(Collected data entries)
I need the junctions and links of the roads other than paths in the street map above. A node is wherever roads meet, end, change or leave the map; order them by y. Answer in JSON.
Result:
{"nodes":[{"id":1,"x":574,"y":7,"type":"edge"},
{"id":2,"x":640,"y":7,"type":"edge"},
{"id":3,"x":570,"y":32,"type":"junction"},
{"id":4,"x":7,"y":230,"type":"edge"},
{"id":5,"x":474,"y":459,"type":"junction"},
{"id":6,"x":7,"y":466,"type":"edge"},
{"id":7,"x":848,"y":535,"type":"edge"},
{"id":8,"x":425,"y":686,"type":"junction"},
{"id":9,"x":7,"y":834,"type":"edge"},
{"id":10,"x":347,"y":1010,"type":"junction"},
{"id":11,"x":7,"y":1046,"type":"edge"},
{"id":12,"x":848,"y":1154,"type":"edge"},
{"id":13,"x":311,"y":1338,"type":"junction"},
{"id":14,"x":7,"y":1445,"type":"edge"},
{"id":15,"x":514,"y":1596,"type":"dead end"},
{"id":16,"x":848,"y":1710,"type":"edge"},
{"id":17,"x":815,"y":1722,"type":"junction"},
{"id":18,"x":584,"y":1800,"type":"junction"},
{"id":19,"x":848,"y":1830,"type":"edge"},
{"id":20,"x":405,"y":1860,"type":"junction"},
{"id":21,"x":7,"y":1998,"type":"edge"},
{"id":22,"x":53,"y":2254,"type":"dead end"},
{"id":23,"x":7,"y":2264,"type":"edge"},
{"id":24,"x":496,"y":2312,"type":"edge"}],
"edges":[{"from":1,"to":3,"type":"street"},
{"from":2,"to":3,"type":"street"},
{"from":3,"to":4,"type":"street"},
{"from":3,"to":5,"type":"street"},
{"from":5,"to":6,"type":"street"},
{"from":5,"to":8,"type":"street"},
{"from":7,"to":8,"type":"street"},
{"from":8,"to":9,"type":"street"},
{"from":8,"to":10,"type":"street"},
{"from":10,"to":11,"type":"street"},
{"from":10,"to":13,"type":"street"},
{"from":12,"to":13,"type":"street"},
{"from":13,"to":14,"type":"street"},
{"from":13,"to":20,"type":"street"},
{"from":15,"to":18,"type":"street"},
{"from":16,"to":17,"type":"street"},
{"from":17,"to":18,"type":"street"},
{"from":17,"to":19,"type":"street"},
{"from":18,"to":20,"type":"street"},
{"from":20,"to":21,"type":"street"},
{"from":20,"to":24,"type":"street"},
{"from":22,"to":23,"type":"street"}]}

* WHAT TO WORK ON
Please retype all of the data above exactly as it appears.

* RESPONSE
I need the junctions and links of the roads other than paths in the street map above. A node is wherever roads meet, end, change or leave the map; order them by y. Answer in JSON.
Result:
{"nodes":[{"id":1,"x":574,"y":7,"type":"edge"},
{"id":2,"x":640,"y":7,"type":"edge"},
{"id":3,"x":570,"y":32,"type":"junction"},
{"id":4,"x":7,"y":230,"type":"edge"},
{"id":5,"x":474,"y":459,"type":"junction"},
{"id":6,"x":7,"y":466,"type":"edge"},
{"id":7,"x":848,"y":535,"type":"edge"},
{"id":8,"x":425,"y":686,"type":"junction"},
{"id":9,"x":7,"y":834,"type":"edge"},
{"id":10,"x":347,"y":1010,"type":"junction"},
{"id":11,"x":7,"y":1046,"type":"edge"},
{"id":12,"x":848,"y":1154,"type":"edge"},
{"id":13,"x":311,"y":1338,"type":"junction"},
{"id":14,"x":7,"y":1445,"type":"edge"},
{"id":15,"x":514,"y":1596,"type":"dead end"},
{"id":16,"x":848,"y":1710,"type":"edge"},
{"id":17,"x":815,"y":1722,"type":"junction"},
{"id":18,"x":584,"y":1800,"type":"junction"},
{"id":19,"x":848,"y":1830,"type":"edge"},
{"id":20,"x":405,"y":1860,"type":"junction"},
{"id":21,"x":7,"y":1998,"type":"edge"},
{"id":22,"x":53,"y":2254,"type":"dead end"},
{"id":23,"x":7,"y":2264,"type":"edge"},
{"id":24,"x":496,"y":2312,"type":"edge"}],
"edges":[{"from":1,"to":3,"type":"street"},
{"from":2,"to":3,"type":"street"},
{"from":3,"to":4,"type":"street"},
{"from":3,"to":5,"type":"street"},
{"from":5,"to":6,"type":"street"},
{"from":5,"to":8,"type":"street"},
{"from":7,"to":8,"type":"street"},
{"from":8,"to":9,"type":"street"},
{"from":8,"to":10,"type":"street"},
{"from":10,"to":11,"type":"street"},
{"from":10,"to":13,"type":"street"},
{"from":12,"to":13,"type":"street"},
{"from":13,"to":14,"type":"street"},
{"from":13,"to":20,"type":"street"},
{"from":15,"to":18,"type":"street"},
{"from":16,"to":17,"type":"street"},
{"from":17,"to":18,"type":"street"},
{"from":17,"to":19,"type":"street"},
{"from":18,"to":20,"type":"street"},
{"from":20,"to":21,"type":"street"},
{"from":20,"to":24,"type":"street"},
{"from":22,"to":23,"type":"street"}]}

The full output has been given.